Lecture explains powwow cultural meaning, history
There’s nothing that brings a community together more than the beating of a drum and a dance, said Clyde Ellis, professor of history at Elon University, North Carolina.
Ellis gave a lecture, titled “This is a Good Way, Get Up and Dance: A History of Modern Powwow Culture” Thursday at the Mathers Museum of World Cultures. He discussed contemporary powwows and their ceremonial meaning.
“These dances have long been a vital element in the social and ceremonial lives of the native people,” Ellis said. “It turned out that they had some sort of staying power that policy-makers could have never imagined.”
Students packed the room to full capacity to hear the lecture, which was co-sponsored by First Nations Educational and Cultural Center and IU’s Department of History.
Ellis spoke about the continued strength of Native American people in the continuation of their customs and heritage throughout time, despite the difficulties they faced.
Ellis said the tradition of powwow is moral, spiritual and psychologically profound, but it is also a good time.
“They are so powerful as a form of gathering,” Ellis said.

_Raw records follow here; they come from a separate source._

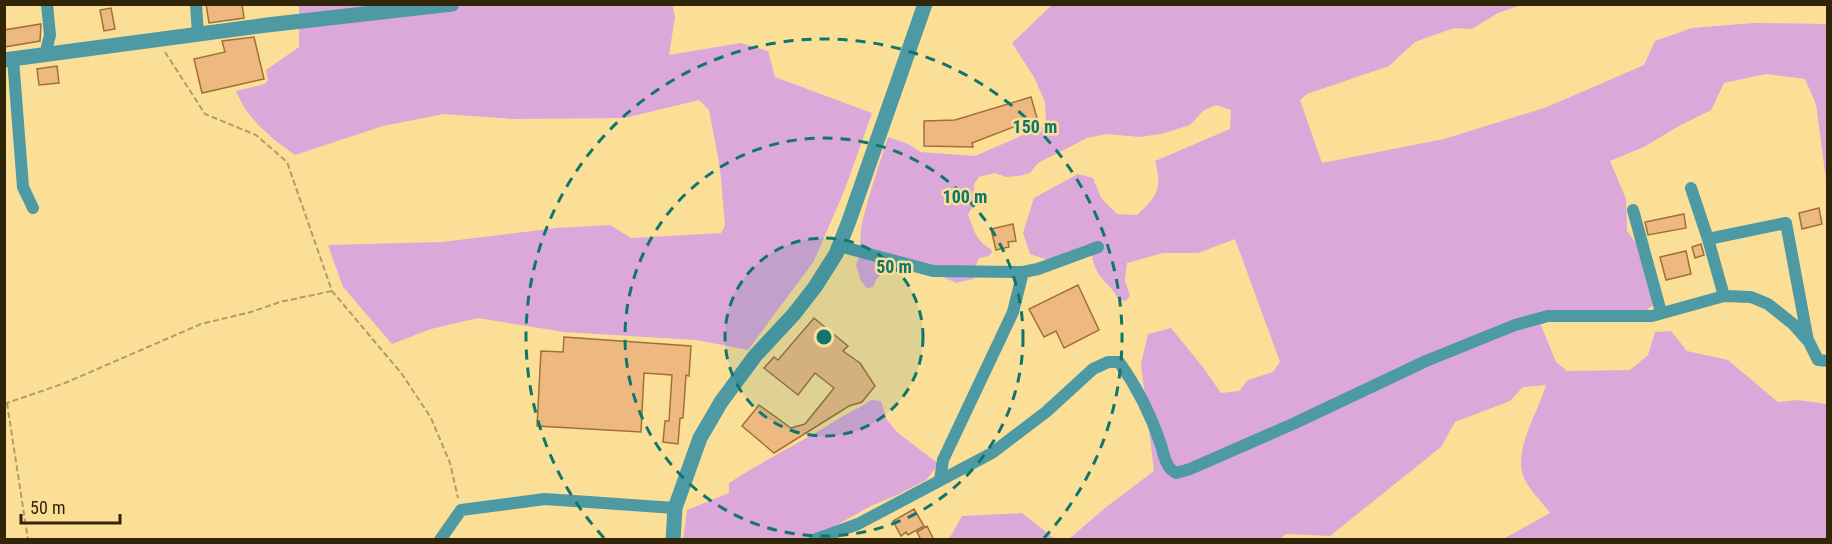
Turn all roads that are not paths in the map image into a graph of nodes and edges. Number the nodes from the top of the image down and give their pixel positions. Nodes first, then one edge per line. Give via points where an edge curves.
1 (47, 4) edge
2 (195, 4) edge
3 (452, 4) edge
4 (924, 4) edge
5 (198, 34) junction
6 (45, 55) junction
7 (9, 59) edge
8 (1691, 188) dead end
9 (33, 208) dead end
10 (1633, 210) dead end
11 (1707, 239) junction
12 (839, 246) junction
13 (1098, 247) dead end
14 (1023, 272) junction
15 (1724, 296) junction
16 (1661, 312) junction
17 (1809, 342) junction
18 (1827, 361) edge
19 (940, 480) junction
20 (675, 508) junction
21 (440, 540) edge
22 (673, 540) edge
23 (813, 540) edge

1 - 6 street via 50,35
2 - 5 street
3 - 5 street
4 - 12 street
5 - 6 street
6 - 7 street
7 - 9 street via 23,187
8 - 11 street
10 - 16 street
11 - 15 street
11 - 17 street via 1786,223
12 - 14 street via 933,270
12 - 20 street via 815,287 721,402 700,438
13 - 14 street
14 - 19 street via 1013,312 943,460
15 - 16 street
15 - 17 street via 1751,297 1768,304
16 - 19 street via 1652,316 1548,316 1515,325 1176,473 1166,462 1134,383 1119,362 1108,362 1093,369 1046,412 992,453
17 - 18 street via 1818,360
19 - 23 street via 858,524
20 - 21 street via 545,500 460,510
20 - 22 street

“This is an opportunity for people to gather and affirm relationships and the values that they share. People find it as a way to relate to each other in a form of community, it’s very powerful.”
Ellis talked about the struggle Native Americans faced, all the while continuing to dance and celebrate life. Powwow is celebrated today during holidays and birthdays, and is used as a way to honor veterans of war.
“Powwow people often talk about how this is more than dances,” Ellis said. “It’s our way of life. It is hardly the only way — there are lots of ways to be Indian.
“The dance is widely received because of its ability to mark and to give power to these kinds of amenities.”
Ellis also described the traditional outfits worn to a powwow and the difference between female and male native garb.
Females wear beaded dresses referred to as “jingle dresses” and fancy shawls, while men wear traditional buckskin pants.
“This is a good way,” Ellis said, “get up and dance.”
The lecture was followed by a reception that offered an assortment of cookies and hot apple cider for refreshment.
Ellis was inspired to speak at IU because of IU’s Third Annual Traditional Powwow taking place Saturday and Sunday at the Willkie Auditorium.
It will serve as the local primary event for Native American Heritage Month.
The powwow will begin at 11 a.m. each day and will feature performances by drum groups and singers, according to a press release.
Each day at 1 p.m. and 7 p.m. Saturday, tribes from across the United States and Canada will perform ceremonial “grand entries.”
“Gourd dancing” will take place each day at 11 a.m. Attendees can enjoy a free meal each day at noon and will be able to purchase traditional crafts.
“What people are almost always drawn to is the music,” Ellis said.
“They hear the drum and they hear the singing. It’s very unique, and very powerful. You know, you can feel the beat of the drum and people find that very compelling.”